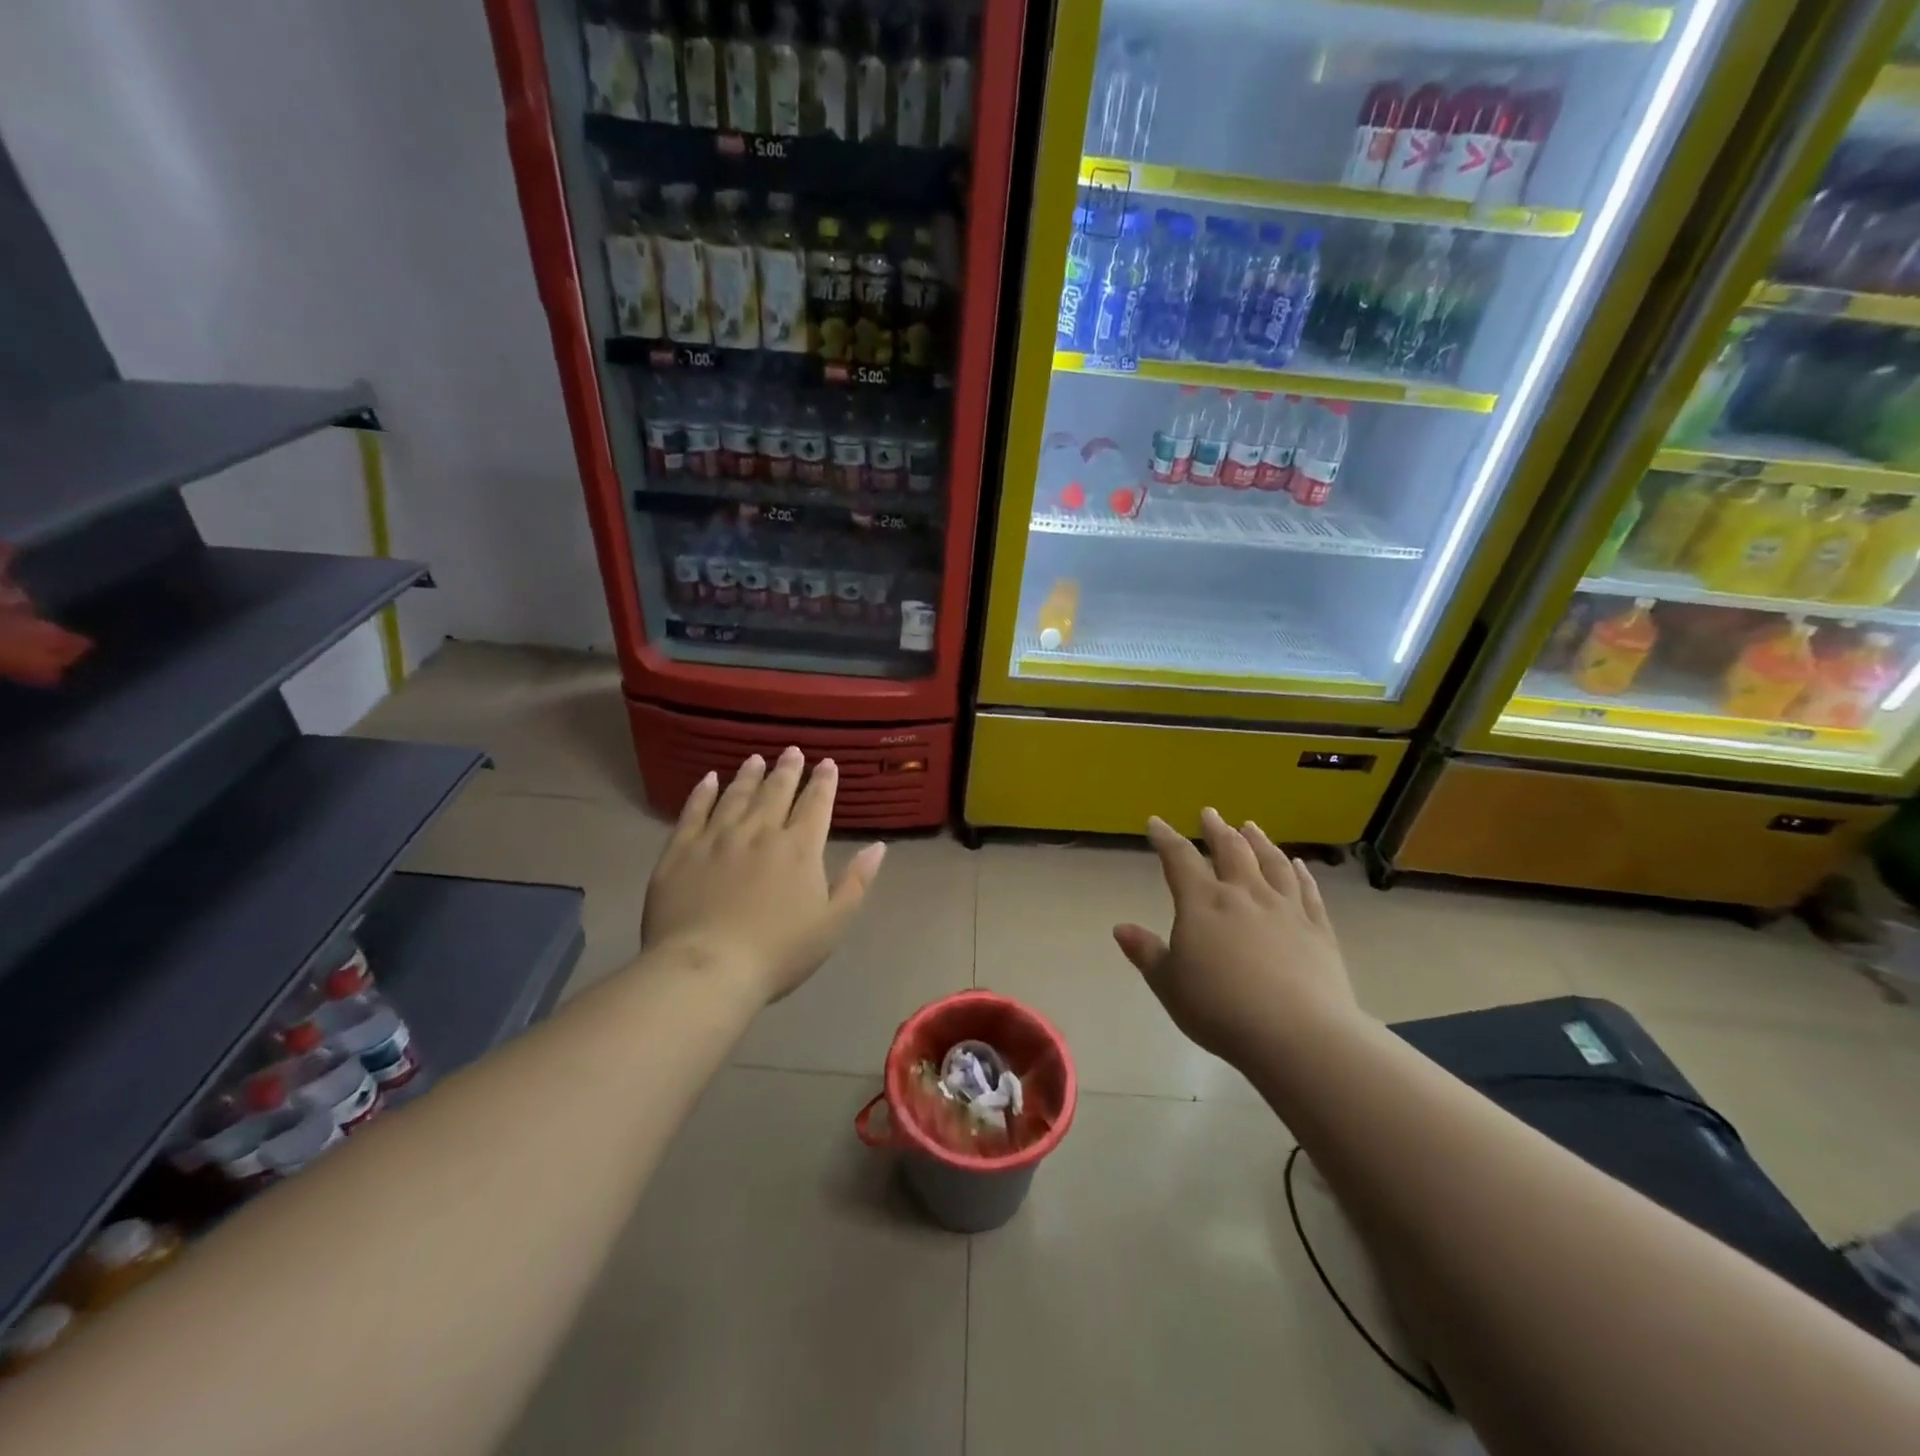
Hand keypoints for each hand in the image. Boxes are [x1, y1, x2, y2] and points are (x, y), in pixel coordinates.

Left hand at [643, 748, 885, 1004]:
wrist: (706, 969)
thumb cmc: (778, 952)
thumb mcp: (832, 924)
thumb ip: (856, 882)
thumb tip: (878, 846)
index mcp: (799, 848)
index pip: (815, 804)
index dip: (823, 782)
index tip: (828, 763)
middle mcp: (760, 831)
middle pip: (776, 792)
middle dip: (788, 770)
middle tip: (792, 751)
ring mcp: (717, 837)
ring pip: (737, 795)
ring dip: (749, 775)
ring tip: (756, 758)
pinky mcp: (681, 849)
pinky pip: (694, 810)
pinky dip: (703, 792)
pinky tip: (708, 778)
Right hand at [1114, 809, 1363, 1070]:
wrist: (1298, 1035)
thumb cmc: (1221, 1009)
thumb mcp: (1169, 985)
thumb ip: (1146, 953)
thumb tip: (1120, 928)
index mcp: (1203, 903)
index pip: (1179, 859)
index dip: (1165, 838)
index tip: (1156, 822)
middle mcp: (1244, 895)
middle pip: (1230, 850)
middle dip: (1216, 829)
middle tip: (1209, 813)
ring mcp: (1285, 909)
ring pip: (1271, 863)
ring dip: (1259, 841)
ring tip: (1251, 826)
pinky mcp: (1318, 929)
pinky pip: (1308, 891)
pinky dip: (1300, 873)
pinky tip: (1298, 865)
****
PROMPT » Beginning at the line with "pinky pip: (694, 810)" and ending at the last line of the entries, print every line exactly.

WRITTEN RESPONSE »
pinky pip: (694, 810)
pinky dip: (703, 792)
pinky tip: (708, 778)
Right hand at [1114, 809, 1363, 1070]:
wrist: (1298, 1035)
thumb cmc: (1221, 1009)
thumb mcp: (1169, 985)
thumb ip: (1146, 953)
thumb tip: (1120, 928)
index mcp: (1203, 903)
index pip: (1179, 859)
index dip: (1165, 838)
index tip: (1156, 822)
middle mcp: (1244, 895)
middle pip: (1230, 850)
middle dip: (1216, 829)
middle tip: (1209, 813)
ring mcp: (1285, 909)
ring pip: (1271, 863)
ring dip: (1259, 841)
ring tip: (1251, 826)
pinky mcp: (1318, 929)
pinky pip: (1308, 891)
pinky dip: (1300, 873)
pinky tip: (1298, 865)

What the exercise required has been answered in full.